Arrugó la frente, con una expresión de tristeza. Exilio es una pa-labra espantosa en España, pues se ha pronunciado demasiadas veces desde 1930, y muchísimas más desde 1492: judíos, árabes, moros, gitanos, republicanos y homosexuales se han visto obligados en múltiples ocasiones a empaquetar lo imprescindible y huir a cualquier parte. Allí mismo, en Francia, vivían famosos artistas españoles —Picasso, cantaores flamencos…— que no estaban de acuerdo con el régimen franquista.

—Por lo menos —dije—, tenemos que estar fuera un tiempo.

—Hasta que «el Viejo» muera, por lo menos —dijo Isaías frunciendo el ceño.

—Cuando «el Viejo» muera —asentí—, quizá la situación se tranquilice un poco.

—¿Y dónde vais a vivir? —quiso saber Tere—. ¿Aquí, en Francia?

—Todavía no lo sabemos —dije.

Sólo los Eibar sabían que Juan y yo esperábamos noticias de mi hermana. Mis hombres todavía no sabían nada de la relación entre José y Sera.

Había llegado la hora de marcharse, pues les quedaba un largo trayecto en el Mercedes. Isaías y Tere habían devuelto ya el Citroën de alquiler y volvían a casa con los chicos de mi cuadrilla. Mientras firmaba el contrato de venta del Mercedes y se lo entregaba a Tere e Isaías, les dije:

—Mis cosas de torero también son vuestras, por si alguna vez queréis abrir un museo. Y si no, se las dais a cualquier novillero con futuro… si es que encontráis alguno.

—Los toros ya son historia para nosotros —masculló Isaías.

Pagó la cuenta y salimos del comedor.
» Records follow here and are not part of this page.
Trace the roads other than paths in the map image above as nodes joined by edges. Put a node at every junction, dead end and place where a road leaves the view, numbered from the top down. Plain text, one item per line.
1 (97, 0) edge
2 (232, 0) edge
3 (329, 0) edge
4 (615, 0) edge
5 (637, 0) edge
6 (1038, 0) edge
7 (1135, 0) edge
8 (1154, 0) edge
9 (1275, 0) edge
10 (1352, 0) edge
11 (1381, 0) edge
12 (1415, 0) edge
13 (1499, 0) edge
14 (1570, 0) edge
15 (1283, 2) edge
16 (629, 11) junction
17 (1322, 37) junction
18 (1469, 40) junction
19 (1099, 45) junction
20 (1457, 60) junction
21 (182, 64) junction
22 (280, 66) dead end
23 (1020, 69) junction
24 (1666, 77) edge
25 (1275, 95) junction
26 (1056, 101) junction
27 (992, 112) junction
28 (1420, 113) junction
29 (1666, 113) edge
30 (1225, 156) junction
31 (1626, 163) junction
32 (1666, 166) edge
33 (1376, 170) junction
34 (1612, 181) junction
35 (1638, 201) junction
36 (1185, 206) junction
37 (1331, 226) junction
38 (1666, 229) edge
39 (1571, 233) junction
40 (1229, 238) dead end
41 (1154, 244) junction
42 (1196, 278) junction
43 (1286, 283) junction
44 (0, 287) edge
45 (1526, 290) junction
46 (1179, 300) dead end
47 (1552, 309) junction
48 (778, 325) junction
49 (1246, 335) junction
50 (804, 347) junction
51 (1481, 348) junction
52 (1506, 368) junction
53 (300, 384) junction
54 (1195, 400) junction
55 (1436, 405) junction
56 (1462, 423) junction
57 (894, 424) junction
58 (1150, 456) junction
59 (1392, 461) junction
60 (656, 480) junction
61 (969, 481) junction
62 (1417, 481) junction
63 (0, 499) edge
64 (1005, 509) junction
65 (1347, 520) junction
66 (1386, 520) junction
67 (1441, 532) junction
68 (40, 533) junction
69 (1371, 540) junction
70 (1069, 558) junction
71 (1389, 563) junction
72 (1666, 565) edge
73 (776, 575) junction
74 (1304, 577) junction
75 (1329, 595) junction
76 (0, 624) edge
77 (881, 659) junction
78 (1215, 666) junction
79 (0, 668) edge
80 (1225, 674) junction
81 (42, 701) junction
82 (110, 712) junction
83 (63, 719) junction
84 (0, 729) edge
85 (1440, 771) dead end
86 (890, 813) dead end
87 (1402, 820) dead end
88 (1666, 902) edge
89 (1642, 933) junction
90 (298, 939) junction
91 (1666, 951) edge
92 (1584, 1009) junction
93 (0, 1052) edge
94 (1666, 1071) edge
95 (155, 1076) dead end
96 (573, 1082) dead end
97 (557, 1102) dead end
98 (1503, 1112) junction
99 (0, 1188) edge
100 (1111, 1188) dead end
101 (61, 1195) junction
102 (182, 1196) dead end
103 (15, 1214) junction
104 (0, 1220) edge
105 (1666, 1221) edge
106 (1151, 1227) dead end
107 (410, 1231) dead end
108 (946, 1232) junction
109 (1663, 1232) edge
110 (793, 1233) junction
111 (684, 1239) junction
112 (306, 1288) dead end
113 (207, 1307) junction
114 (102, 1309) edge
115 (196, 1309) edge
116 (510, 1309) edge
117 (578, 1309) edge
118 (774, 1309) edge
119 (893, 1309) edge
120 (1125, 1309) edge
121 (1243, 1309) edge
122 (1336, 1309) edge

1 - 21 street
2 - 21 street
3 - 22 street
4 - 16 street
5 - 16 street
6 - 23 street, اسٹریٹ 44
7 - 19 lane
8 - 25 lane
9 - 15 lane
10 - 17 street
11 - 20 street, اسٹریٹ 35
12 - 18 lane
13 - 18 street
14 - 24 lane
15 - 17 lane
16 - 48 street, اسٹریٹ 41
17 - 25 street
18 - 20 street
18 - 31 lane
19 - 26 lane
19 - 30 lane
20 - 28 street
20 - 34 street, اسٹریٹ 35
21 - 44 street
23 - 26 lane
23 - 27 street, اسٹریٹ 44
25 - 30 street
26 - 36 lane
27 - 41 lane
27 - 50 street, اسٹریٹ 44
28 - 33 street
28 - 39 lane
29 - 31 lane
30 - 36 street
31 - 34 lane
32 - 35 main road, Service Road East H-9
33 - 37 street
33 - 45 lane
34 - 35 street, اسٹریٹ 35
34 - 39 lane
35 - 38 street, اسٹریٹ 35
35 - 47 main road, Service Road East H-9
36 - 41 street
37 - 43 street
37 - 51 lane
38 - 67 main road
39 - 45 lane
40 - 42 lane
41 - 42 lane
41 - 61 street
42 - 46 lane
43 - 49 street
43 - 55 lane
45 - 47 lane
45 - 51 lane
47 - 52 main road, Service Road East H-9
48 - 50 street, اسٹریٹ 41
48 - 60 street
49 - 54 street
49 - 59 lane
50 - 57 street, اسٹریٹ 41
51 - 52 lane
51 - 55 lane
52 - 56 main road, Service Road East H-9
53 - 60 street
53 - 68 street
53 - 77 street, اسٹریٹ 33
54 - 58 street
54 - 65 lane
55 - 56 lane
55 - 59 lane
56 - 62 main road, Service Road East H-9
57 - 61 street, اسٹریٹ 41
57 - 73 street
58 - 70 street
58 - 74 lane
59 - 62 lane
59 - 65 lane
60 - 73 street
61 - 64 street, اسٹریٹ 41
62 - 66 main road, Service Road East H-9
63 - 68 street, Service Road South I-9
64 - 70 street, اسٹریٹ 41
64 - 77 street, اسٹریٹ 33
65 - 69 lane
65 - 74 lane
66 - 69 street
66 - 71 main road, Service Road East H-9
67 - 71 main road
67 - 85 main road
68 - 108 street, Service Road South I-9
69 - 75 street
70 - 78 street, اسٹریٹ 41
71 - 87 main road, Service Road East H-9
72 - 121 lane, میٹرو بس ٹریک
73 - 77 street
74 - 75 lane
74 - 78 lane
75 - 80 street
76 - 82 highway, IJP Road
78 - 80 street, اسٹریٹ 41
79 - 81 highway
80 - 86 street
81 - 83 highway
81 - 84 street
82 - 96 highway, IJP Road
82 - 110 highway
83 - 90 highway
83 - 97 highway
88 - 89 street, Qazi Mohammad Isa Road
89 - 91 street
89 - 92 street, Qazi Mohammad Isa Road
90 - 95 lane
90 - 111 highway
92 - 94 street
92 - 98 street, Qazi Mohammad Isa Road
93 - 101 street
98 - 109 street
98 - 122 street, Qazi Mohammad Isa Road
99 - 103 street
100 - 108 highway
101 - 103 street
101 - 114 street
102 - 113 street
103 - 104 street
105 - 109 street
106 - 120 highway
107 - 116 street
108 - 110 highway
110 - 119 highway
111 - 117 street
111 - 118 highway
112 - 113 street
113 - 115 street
Bajo el toldo de la entrada principal del hotel, cuya decoración simulaba la época romana, los miembros de mi cuadrilla me tendieron sus manos fuertes y curtidas y yo se las estreché. Me pregunté si me darían también un abrazo de despedida y, sí, lo hicieron. Me palmearon cariñosamente la espalda, lo mismo que a Juan. ¿Quién podía saber lo que el futuro le deparaba a nuestro país? Tal vez no volviéramos a vernos nunca.

—Una vez más… mil gracias —les dijo Juan, en un tono muy apagado.

—Buen viaje —dije yo con voz ronca— y buena suerte.

Los hombres metieron su equipaje y sus cosas en mi viejo y sucio Mercedes. Por una vez, no hubo discusiones respecto a dónde colocar la caja de los estoques. Santí abrió educadamente la puerta para que Tere e Isaías pudieran sentarse en el asiento trasero. Ayudé a Tere a sentarse y le besé la mano cuando ella se acomodó. Ella me acarició la mejilla con su mano regordeta, la mano de una ruda pescadora vasca capaz de guiar un pesquero en plena tormenta en el golfo de Vizcaya. Segundos después, el Mercedes se perdió entre el tráfico del mediodía.

Juan y yo regresamos al vestíbulo del hotel. Yo tenía una extraña sensación de vacío. «¿Y ahora qué?», me preguntaba. Juan dijo que quería dormir un poco más y le di la llave.

—No dejes entrar a nadie en la habitación excepto a mí —le dije.

—Sé cuidarme solito —masculló él. Después se dirigió al ascensor.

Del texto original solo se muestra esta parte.